Just when we thought it was safe to start focusing on the business of running schools and educating the disenfranchised, our industry received the news that DOE is pursuing Gainful Employment legislation through Negotiated Rulemaking in the fall.  Obviously their loss in the courts has not dissuaded them from finding another way to advance this backward legislation.

Don’t get me wrong.  I know our industry needs oversight.  There are still bad actors that give the private sector colleges and schools a black eye.  But rather than spending exorbitant effort to organize negotiated rulemaking sessions for GE, wouldn’t it be better to get the brightest minds together to talk about issues that really make a difference to students?  Transparency, transferability of credits, access to state education funds, and college to career preparation all come to mind as topics that would permanently improve the lives of students, graduates, and the employers and communities where they work.
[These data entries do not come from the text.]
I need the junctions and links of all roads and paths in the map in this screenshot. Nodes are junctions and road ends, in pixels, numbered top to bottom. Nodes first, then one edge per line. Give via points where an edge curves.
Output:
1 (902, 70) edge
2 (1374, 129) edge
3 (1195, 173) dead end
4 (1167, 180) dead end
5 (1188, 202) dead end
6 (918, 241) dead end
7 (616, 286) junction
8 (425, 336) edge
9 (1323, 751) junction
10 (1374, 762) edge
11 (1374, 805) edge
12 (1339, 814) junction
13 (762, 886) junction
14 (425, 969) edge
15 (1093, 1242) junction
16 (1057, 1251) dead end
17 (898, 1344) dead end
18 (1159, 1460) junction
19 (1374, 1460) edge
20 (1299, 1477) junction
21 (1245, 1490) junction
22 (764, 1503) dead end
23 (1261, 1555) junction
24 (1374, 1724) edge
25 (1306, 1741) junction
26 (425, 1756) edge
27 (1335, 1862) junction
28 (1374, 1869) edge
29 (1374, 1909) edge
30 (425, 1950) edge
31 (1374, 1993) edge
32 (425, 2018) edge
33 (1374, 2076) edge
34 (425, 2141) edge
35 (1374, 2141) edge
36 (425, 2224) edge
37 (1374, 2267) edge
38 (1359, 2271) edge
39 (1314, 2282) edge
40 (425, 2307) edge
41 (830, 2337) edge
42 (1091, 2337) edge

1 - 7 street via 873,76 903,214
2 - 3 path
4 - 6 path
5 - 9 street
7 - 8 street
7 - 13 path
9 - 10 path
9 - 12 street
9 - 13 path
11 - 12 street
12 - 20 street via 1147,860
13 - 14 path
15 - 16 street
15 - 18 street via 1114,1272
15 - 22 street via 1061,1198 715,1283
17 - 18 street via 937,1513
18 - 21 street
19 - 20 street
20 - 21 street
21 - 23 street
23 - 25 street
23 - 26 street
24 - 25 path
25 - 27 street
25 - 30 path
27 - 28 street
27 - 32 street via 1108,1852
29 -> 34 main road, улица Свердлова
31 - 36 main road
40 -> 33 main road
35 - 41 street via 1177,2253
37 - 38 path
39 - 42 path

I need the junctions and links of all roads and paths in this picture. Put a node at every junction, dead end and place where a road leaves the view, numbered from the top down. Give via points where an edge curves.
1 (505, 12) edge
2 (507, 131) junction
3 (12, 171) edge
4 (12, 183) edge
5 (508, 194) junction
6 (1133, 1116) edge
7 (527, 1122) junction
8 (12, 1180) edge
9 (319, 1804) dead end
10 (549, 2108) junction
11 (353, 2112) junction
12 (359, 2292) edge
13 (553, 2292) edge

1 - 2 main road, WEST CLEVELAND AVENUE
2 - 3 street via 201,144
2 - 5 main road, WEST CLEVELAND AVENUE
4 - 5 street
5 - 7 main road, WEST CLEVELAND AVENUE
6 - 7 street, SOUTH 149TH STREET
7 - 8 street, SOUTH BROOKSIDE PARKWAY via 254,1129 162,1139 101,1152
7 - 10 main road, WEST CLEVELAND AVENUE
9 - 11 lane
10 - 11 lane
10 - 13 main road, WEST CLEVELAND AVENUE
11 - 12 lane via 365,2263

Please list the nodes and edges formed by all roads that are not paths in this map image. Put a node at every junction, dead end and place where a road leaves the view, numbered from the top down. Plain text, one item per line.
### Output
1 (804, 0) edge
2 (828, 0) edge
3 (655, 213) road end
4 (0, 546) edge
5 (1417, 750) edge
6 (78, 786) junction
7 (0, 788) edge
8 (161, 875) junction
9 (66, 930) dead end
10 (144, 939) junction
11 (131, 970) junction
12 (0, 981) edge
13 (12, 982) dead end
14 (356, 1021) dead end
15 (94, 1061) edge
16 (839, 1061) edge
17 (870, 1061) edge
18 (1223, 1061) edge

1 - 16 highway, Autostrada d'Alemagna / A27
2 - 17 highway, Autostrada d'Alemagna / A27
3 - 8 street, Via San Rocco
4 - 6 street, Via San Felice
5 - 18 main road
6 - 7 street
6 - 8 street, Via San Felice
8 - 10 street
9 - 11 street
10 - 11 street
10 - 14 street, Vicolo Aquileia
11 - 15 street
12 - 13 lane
Let’s dream of a time when purpose surpasses politics and the needs of the students is more important than DOE saving face.

The Rise of the Mind

It’s a great day to be an educator!  The emergence of MOOCs, coupled with advances in low cost LMS platforms, and the proliferation of internet access means that anyone, can teach anything, to almost anybody!  Throughout the ages, the masses were taught by evangelists and philosophers and craftsmen.  Students apprenticed and learned a trade.  Education was never meant to be only for the elite and the wealthy, and yet at some point, something went terribly wrong.

Academe is recent times has been disastrous.  Tenured professors with no incentive to innovate, colleges with 15% on-time graduation rates, and burdensome regulations intended to kill private-sector options.  Student debt is out of control and states are out of money.

Enter the rise of the mind!  A throwback to ancient times when educators just wanted to teach.  And people other than traditional educators are getting into the action.  Udemy enables anybody to set-up and teach classes, on any subject, online.  Udacity engages individual professors to teach courses that are not affiliated with a university online.  edX plans on providing free access to its platform so that anybody can construct and teach a MOOC.

The possibilities are limited only by our mind and our imagination.  The kinks still need to be worked out.  Questions about evidencing quality, verifying student credentials, transferability of credit, and accreditability of providers are important issues to resolve.  We have great minds interested in advancing the open education concept so I am confident they will be able to overcome.